» **PROBLEM TO WORK ON**
Among the entries that follow, how many lines contain the string "bridge"? Write the number alone.

» **SUPPLIED MATERIAL**

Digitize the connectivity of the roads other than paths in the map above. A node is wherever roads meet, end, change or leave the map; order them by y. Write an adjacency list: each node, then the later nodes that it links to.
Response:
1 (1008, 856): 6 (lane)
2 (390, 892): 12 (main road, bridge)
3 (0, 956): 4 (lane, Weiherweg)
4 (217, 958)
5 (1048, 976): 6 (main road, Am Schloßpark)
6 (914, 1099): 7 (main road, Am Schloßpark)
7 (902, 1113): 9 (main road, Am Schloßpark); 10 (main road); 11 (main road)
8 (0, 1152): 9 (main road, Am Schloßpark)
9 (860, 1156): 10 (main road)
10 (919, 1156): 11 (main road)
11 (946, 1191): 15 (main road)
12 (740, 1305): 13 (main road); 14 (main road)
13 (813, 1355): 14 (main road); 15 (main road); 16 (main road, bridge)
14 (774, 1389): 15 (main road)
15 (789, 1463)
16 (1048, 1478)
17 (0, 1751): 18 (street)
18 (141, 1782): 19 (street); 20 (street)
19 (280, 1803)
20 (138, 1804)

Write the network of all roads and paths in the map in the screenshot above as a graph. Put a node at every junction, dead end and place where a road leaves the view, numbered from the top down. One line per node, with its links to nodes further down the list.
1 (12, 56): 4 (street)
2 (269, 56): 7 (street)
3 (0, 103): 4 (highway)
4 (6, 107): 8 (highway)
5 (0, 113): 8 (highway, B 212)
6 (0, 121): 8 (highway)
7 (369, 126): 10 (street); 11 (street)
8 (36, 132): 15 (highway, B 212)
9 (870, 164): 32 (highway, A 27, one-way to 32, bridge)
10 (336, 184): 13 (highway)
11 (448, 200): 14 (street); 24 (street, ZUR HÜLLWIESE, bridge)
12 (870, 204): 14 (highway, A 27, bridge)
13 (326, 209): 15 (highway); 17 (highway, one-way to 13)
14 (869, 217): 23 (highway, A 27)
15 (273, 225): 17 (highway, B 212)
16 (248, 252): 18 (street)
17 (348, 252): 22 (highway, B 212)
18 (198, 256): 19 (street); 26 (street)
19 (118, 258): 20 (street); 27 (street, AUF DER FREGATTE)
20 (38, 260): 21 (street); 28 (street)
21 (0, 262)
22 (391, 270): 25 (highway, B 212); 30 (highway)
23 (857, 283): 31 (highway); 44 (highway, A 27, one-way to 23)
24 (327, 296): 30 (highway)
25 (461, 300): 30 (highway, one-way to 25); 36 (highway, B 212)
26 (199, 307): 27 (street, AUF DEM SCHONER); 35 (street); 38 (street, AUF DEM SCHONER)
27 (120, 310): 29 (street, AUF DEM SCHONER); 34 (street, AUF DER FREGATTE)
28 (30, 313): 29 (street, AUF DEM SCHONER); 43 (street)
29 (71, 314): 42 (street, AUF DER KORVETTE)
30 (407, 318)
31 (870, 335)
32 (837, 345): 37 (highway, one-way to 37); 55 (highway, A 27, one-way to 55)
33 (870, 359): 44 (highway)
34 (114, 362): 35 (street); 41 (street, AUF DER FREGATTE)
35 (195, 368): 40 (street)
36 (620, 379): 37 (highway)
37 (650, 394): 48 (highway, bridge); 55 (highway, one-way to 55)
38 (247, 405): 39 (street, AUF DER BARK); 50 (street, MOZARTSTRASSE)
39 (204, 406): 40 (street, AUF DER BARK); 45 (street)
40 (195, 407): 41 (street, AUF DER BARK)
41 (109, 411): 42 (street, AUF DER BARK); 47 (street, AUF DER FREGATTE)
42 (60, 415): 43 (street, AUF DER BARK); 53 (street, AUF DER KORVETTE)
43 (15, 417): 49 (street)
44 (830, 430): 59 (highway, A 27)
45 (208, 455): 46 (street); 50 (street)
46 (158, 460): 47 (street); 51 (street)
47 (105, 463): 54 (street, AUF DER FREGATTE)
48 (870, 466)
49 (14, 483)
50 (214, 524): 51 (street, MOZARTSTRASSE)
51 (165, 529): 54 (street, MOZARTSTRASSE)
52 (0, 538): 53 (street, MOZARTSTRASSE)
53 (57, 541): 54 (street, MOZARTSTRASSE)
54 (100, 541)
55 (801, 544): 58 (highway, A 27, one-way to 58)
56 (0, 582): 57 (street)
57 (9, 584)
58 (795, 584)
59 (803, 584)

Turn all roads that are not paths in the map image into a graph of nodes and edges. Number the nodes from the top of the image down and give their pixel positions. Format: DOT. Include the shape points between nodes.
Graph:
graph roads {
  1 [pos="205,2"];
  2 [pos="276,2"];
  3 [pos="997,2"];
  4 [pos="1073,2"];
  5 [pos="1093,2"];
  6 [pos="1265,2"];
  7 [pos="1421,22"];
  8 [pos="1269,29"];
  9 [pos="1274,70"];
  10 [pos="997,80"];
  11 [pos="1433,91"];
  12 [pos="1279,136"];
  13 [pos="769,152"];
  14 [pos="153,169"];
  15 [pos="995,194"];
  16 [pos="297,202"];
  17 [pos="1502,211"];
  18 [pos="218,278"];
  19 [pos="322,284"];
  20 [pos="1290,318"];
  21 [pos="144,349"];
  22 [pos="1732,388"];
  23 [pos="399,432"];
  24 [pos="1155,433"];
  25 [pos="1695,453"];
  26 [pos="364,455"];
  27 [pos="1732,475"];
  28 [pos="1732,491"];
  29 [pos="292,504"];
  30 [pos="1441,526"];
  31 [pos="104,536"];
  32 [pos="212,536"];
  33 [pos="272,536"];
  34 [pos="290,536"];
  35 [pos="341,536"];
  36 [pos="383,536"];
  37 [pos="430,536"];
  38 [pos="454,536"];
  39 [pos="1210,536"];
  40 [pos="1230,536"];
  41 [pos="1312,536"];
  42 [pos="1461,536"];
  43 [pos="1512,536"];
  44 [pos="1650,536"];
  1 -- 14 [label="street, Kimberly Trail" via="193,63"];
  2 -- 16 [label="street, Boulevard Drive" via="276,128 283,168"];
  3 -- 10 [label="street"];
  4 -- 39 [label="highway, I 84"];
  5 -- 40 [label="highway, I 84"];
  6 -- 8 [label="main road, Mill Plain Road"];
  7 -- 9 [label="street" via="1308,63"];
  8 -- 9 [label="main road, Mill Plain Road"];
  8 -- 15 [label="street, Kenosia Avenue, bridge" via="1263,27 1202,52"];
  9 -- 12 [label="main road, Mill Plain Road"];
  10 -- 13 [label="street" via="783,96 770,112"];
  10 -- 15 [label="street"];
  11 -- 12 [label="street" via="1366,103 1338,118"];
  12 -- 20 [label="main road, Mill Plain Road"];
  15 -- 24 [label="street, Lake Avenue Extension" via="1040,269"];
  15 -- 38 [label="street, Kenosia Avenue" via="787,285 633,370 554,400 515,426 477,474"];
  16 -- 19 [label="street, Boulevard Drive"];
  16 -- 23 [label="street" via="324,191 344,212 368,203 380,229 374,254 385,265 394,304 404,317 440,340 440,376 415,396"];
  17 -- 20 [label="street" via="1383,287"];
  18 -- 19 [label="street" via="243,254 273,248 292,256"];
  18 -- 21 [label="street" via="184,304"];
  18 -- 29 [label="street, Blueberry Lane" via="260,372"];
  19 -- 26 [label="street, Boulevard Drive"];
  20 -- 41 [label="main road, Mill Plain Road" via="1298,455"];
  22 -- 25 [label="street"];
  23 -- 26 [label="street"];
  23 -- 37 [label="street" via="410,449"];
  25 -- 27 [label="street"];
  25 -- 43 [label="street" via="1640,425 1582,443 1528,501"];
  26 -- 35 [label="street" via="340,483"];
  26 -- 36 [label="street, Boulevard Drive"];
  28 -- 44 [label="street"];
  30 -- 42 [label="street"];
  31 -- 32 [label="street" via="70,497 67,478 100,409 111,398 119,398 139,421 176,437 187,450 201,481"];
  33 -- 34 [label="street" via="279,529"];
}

» **WRITTEN ANSWER**
7